Pelita melambangkan terang kebijaksanaan. Membawa pelita berarti
menjalankan kebijaksanaan dalam hidup. Pelita, sama halnya dengan
kebijaksanaan, melindungi kita dan pihak lain dari berbagai aral rintangan
(tabrakan!).

Si buta pertama mewakili mereka yang terselubungi kegelapan batin,
keangkuhan, kebebalan, ego, dan kemarahan. Selalu menunjuk ke arah orang
lain; tidak sadar bahwa lebih banyak jarinya yang menunjuk ke arah dirinya
sendiri.

Dalam perjalanan "pulang", ia belajar menjadi bijak melalui peristiwa demi
peristiwa yang dialaminya. Ia menjadi lebih rendah-hati karena menyadari
kebutaannya dan dengan adanya belas-kasihan pihak lain. Ia juga belajar
menjadi pemaaf.

Penabrak pertama mewakili orang-orang pada umumnya, yang kurang kesadaran,
yang kurang peduli. Kadang, mereka memilih untuk "membuta" walaupun mereka
bisa melihat.

Penabrak kedua mewakili mereka yang seolah bertentangan dengan kita, yang
sebetulnya menunjukkan kekeliruan kita, sengaja atau tidak sengaja. Mereka
bisa menjadi guru-guru terbaik kita. Tak seorang pun yang mau jadi buta,
sudah selayaknya kita saling memaklumi dan saling membantu.
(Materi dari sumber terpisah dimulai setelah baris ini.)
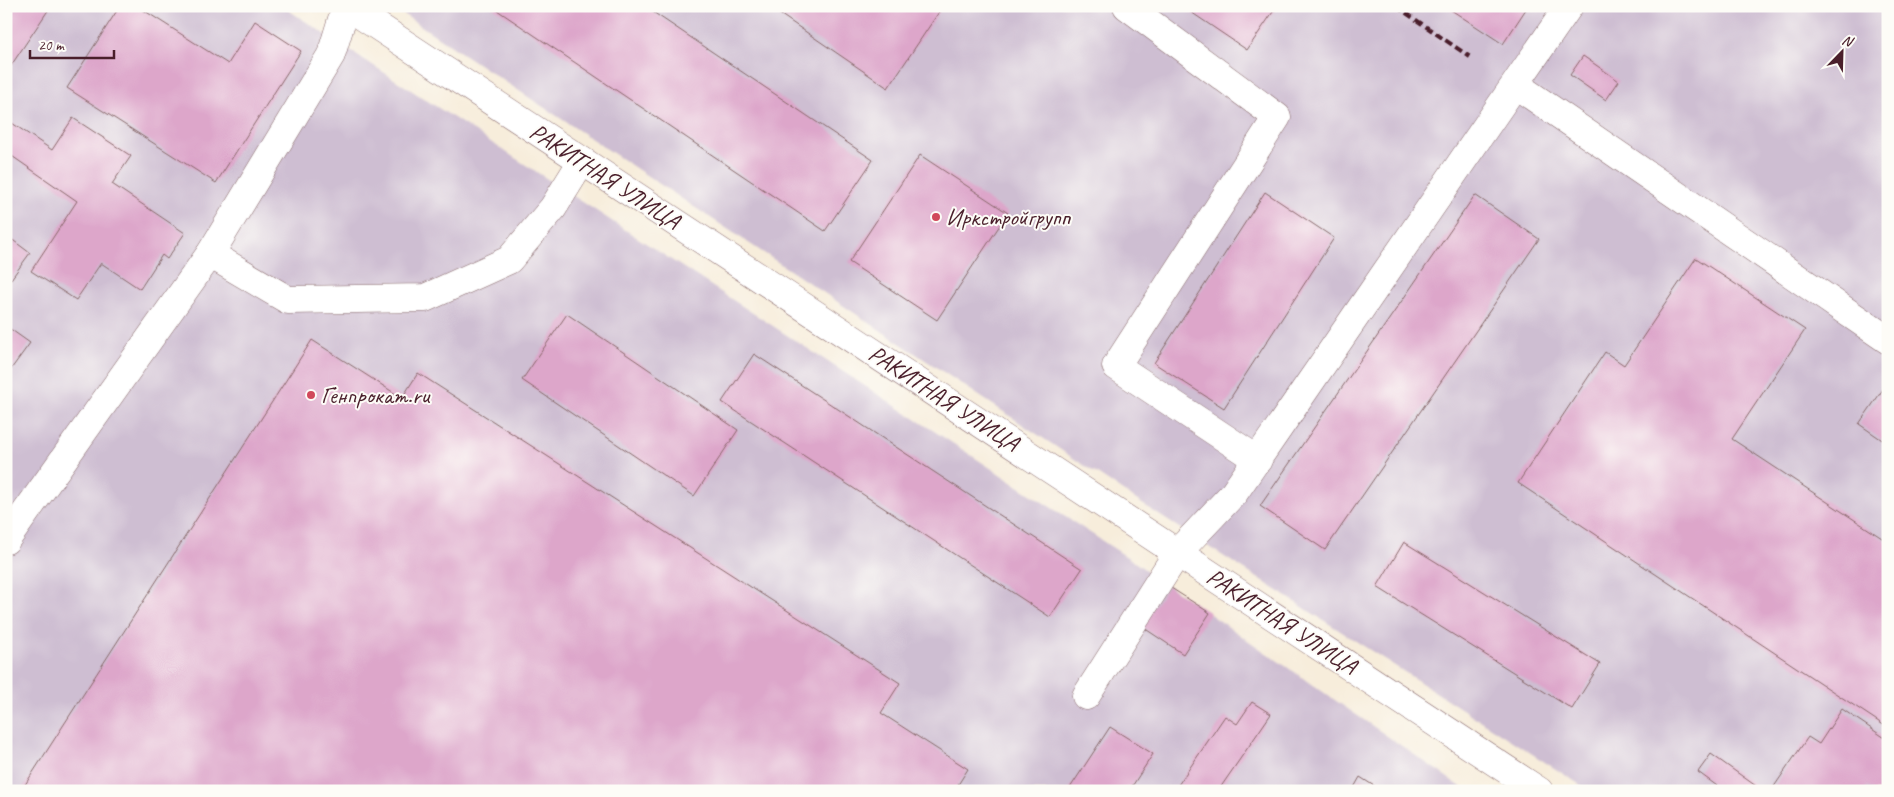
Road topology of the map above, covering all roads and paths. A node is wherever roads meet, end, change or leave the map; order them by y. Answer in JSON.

Orang buta kedua mewakili mereka yang sama gelap batinnya dengan kita.
Betapa sulitnya menyalakan pelita kalau kita bahkan tidak bisa melihat
pelitanya. Orang buta sulit menuntun orang buta lainnya. Itulah pentingnya
untuk terus belajar agar kita menjadi makin melek, semakin bijaksana.

Orang terakhir yang lewat mewakili mereka yang cukup sadar akan pentingnya
memiliki pelita kebijaksanaan.

Nah ...Sudahkah kita sulut pelita dalam diri kita masing-masing? Jika
sudah, apakah nyalanya masih terang, atau bahkan nyaris padam? JADILAH
PELITA, bagi diri kita sendiri dan sekitar kita.
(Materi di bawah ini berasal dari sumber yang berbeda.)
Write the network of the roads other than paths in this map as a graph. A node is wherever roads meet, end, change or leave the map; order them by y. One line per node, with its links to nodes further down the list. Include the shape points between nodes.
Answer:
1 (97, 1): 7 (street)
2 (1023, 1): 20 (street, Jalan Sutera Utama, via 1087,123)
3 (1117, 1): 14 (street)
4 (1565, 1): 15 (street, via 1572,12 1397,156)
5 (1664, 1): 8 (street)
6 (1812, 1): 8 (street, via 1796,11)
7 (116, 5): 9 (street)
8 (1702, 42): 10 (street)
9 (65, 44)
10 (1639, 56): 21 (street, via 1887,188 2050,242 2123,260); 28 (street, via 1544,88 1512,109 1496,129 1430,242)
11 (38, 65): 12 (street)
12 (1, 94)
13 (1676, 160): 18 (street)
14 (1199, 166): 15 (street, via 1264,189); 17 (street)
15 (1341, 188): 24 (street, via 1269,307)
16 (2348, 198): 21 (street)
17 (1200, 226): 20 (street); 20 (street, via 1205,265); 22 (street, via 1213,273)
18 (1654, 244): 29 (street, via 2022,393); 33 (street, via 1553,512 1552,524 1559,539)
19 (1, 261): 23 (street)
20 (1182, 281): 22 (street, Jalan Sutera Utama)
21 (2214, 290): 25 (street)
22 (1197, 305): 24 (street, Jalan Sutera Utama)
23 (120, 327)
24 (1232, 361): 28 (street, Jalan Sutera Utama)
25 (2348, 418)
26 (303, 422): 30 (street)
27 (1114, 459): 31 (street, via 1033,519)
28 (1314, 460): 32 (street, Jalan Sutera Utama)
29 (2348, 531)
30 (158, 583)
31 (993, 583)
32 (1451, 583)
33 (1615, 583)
Sebuah pepatah berusia 25 abad mengatakan: "Sejuta pelita dapat dinyalakan
dari sebuah pelita, dimana nyala pelita pertama tidak akan meredup".
Pelita kebijaksanaanpun, tak kan pernah habis terbagi.


Bila mata tanpa penghalang, hasilnya adalah penglihatan.
Jika telinga tanpa penghalang, hasilnya adalah pendengaran.
Hidung yang tanpa penghalang membuahkan penciuman.
Pikiran yang tanpa penghalang hasilnya adalah kebijaksanaan.